Effects of RU486 on cyclooxygenase-2 gene expression, prostaglandin F2α synthesis and ovulation in Xenopus laevis

Abstract

RU486 is a synthetic analog of progesterone and functions as a progesterone receptor antagonist. It binds to the progesterone receptor to prevent progesterone from occupying its receptor in many cellular systems. Early studies from our laboratory have shown that in Xenopus laevis ovarian follicles progesterone stimulates the expression of cyclooxygenase-2 (COX-2) gene which leads to a rapid increase in the production of prostaglandin F2α (PGF2α) and subsequent ovulation. In this study, we examined the effect of RU486 on the synthesis of COX-2 mRNA, production of PGF2α and ovulation in X. laevis. Ovarian tissue fragments were primed with human chorionic gonadotropin (hCG) and then incubated with progesterone (P4) alone or in the presence of varying concentrations of RU486 over a period of 12 h.

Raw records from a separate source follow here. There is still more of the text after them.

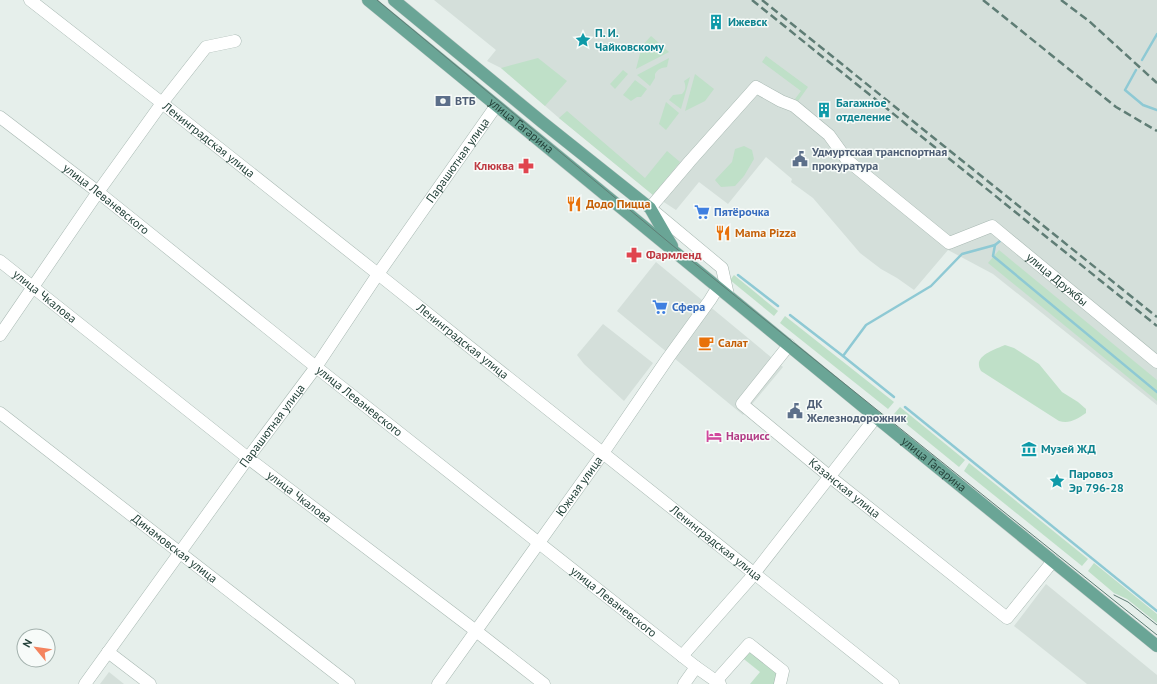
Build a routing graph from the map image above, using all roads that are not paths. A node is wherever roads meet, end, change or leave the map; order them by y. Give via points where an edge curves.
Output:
1 (30, 0) edge
2 (368, 0) edge
3 (394, 0) edge
4 (235, 40) dead end
5 (162, 103) junction
6 (496, 106) junction
7 (0, 117) edge
8 (98, 192) junction
9 (650, 208) junction
10 (674, 251) junction
11 (0, 261) edge
12 (378, 274) junction
13 (32, 287) junction
14 (718, 287) junction
15 (728, 295) junction
16 (0, 335) edge
17 (789, 345) junction
18 (1157, 362) edge
19 (316, 367) junction
20 (0, 413) edge
21 (876, 417) junction
22 (603, 453) junction
23 (248, 458) junction
24 (829, 476) junction
25 (539, 542) junction
26 (179, 553) junction
27 (1053, 561) junction
28 (754, 573) junction
29 (476, 630) junction
30 (1157, 646) edge
31 (108, 652) junction
32 (682, 656) junction
33 (696, 667) junction
34 (718, 683) edge
35 (84, 684) edge
36 (150, 684) edge
37 (349, 684) edge
38 (438, 684) edge
39 (544, 684) edge
40 (684, 684) edge
41 (780, 684) edge
42 (893, 684) edge

1 - 5 street, Ленинградская улица
2 - 6 main road, улица Гагарина
3 - 9 main road, улица Гагарина
4 - 5 street via 206,47
5 - 8 street
5 - 12 street, Ленинградская улица
6 - 10 main road, улица Гагарина
6 - 12 street, Парашютная улица
7 - 8 street, улица Леваневского
8 - 13 street
8 - 19 street, улица Леваневского
9 - 10 main road, улица Гагарина
9 - 15 street via 722,268
9 - 18 street, улица Дружбы via 756,87 794,106 829,135 847,160 949,243 992,226
10 - 14 main road, улица Гагарина
11 - 13 street, улица Чкалова
12 - 19 street, Парашютная улица
12 - 22 street, Ленинградская улица
13 - 16 street
13 - 23 street, улица Чкалова
14 - 15 main road, улица Гагарина
14 - 22 street, Южная улица
15 - 17 main road, улица Гагарина
17 - 21 main road, улица Гагарина
17 - 24 street, Казанская улица via 742,404
19 - 23 street, Парашютная улица
19 - 25 street, улица Леваневского
20 - 26 street, Динамовская улица
21 - 24 street
21 - 27 main road, улица Гагарина
22 - 25 street, Южная улица
22 - 28 street, Ленинградская улица
23 - 26 street, Парашютная улица
23 - 29 street, улица Чкалова
24 - 27 street, Казанская улица via 1007,618
24 - 28 street
25 - 29 street, Южная улица
25 - 32 street, улица Леваневского
26 - 31 street, Парашютная улица
26 - 37 street, Динамовская улица
27 - 30 main road, улица Гагарина
28 - 32 street
28 - 42 street, Ленинградская улица
29 - 38 street, Южная улица
29 - 39 street, улица Чкалова
31 - 35 street, Парашютная улица
31 - 36 street
32 - 33 street, улица Леваневского
33 - 34 street, улица Леваневского
33 - 40 street
34 - 41 street via 749,644 783,671

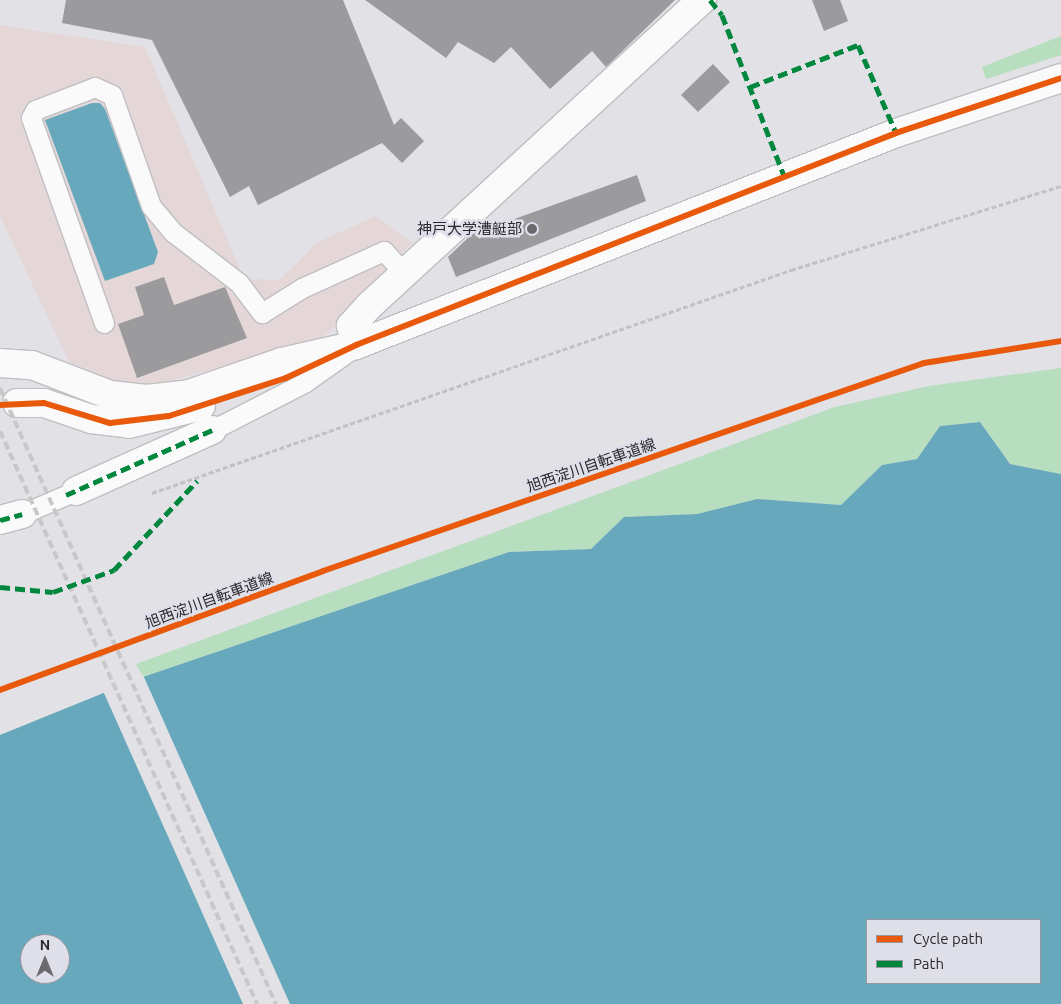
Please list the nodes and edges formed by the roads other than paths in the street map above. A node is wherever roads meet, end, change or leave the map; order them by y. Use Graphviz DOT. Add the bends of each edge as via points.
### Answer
graph roads {
  1 [pos="702,0"];
  2 [pos="1061,78"];
  3 [pos="403,272"];
  4 [pos="104,323"];
  5 [pos="356,345"];
  6 [pos="0,363"];
  7 [pos="17,403"];
  8 [pos="212,430"];
  9 [pos="71,493"];
  10 [pos="11,517"];
  1 -- 3 [label="street"];
  2 -- 5 [label="street" via="896,133"];
  3 -- 4 [label="lane" via="384,251 302,288 262,313 239,282 174,233 151,206 112,95 95,87 35,110 31,118"];
  3 -- 5 [label="street" via="351,326"];
  5 -- 6 [label="street" via="282,362 189,394 146,399 110,395 32,365"];
  5 -- 7 [label="street" via="286,378 146,422 110,423 44,403"];
  5 -- 8 [label="lane" via="304,383"];
  8 -- 9 [label="street"];
  9 -- 10 [label="lane"];
}
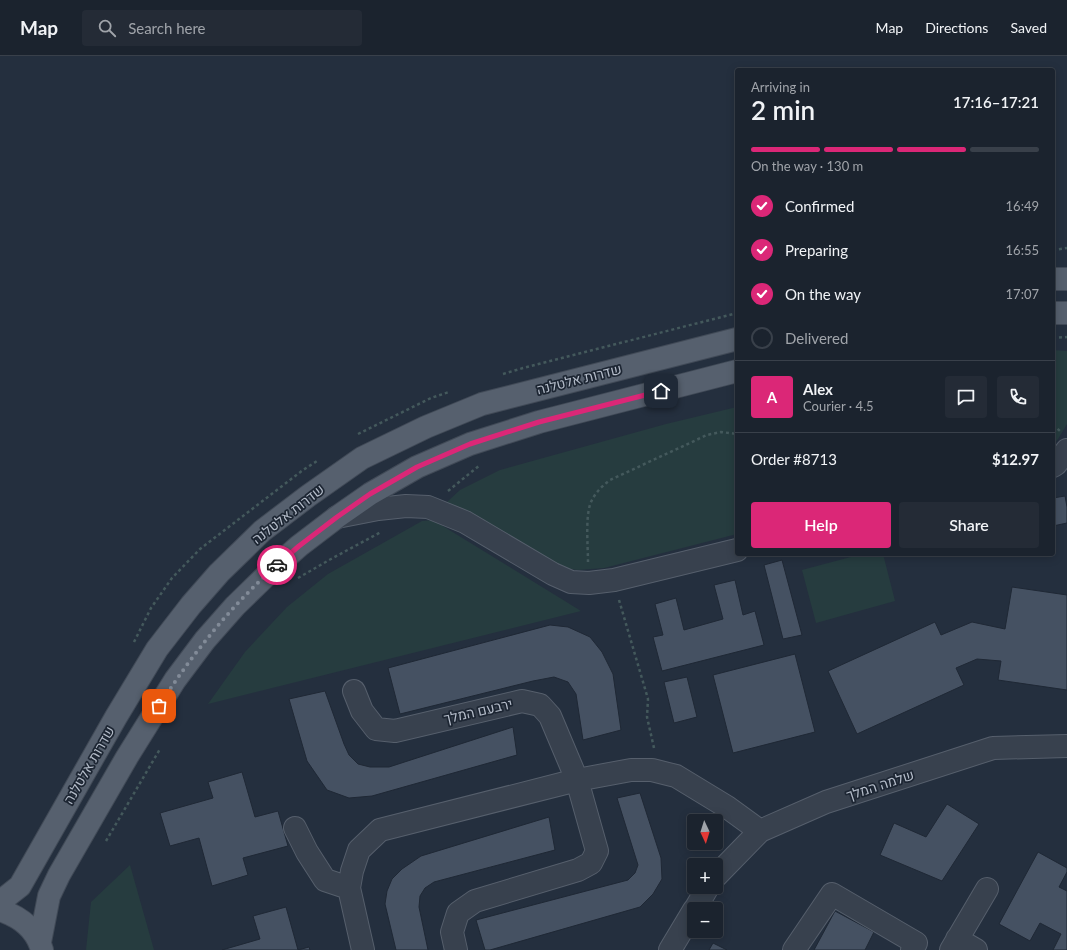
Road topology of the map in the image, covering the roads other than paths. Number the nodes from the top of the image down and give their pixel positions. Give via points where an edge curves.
1 (1055, 279) edge
2 (1067, 279) edge
3 (1055, 313) edge
4 (1067, 313) edge
5 (735, 340) edge
6 (735, 372) edge
7 (1067, 450) edge
8 (1055, 464) edge
9 (337, 517) junction
10 (735, 550) edge
11 (354, 691) dead end
12 (1067, 746) edge
13 (577, 780) junction
14 (295, 828) dead end
15 (760, 831) junction
16 (723, 869) edge
17 (349, 888) junction
18 (987, 889) dead end
19 (0, 900) edge
20 (0, 910) edge
21 (687, 922) edge
22 (954, 945) edge
23 (41, 946) edge
24 (363, 950) edge
25 (456, 950) edge
26 (670, 950) edge
27 (794, 950) edge
28 (912, 950) edge
29 (976, 950) edge

1 - 2 main road
3 - 4 main road
5 - 19 main road, שדרות אלטלנה via 482,404 426,427 362,458 262,531 219,573 157,649 20,886
6 - 9 main road, שדרות אלטלנה via 539,422 470,444 417,467 370,494
7 - 8 street
9 - 10 street via 378,509 428,506 465,522 571,582 614,580
9 - 23 main road, שדרות אלטלנה via 299,546 235,606 175,680 58,875 49,896
11 - 13 street, ירבעם המלך via 362,711 376,728 395,731 522,701 540,705 550,716
12 - 15 street, שלמה המלך via 993,748 826,802
13 - 15 street via 631,770 652,770 676,776 727,807
13 - 17 street via 380,830 359,850
13 - 25 street, ירבעם המלך via 597,851 591,863 578,870 475,901 458,913 452,932
14 - 17 street via 325,880
15 - 16 street, שלמה המלך
17 - 24 street
18 - 22 street
20 - 23 main road via 17,916 30,928
21 - 26 street
22 - 29 street
27 - 28 street via 832,894 916,943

After the incubation ovulated oocytes were counted, COX-2 expression and synthesis of PGF2α were measured. Results demonstrated that RU486 attenuated the expression of COX-2 gene, reduced the synthesis of PGF2α, and inhibited ovulation in a dose-dependent manner. This finding suggests that progesterone receptor is an important regulator in the progesterone–cyclooxygenase–prostaglandin-mediated ovulation in amphibians.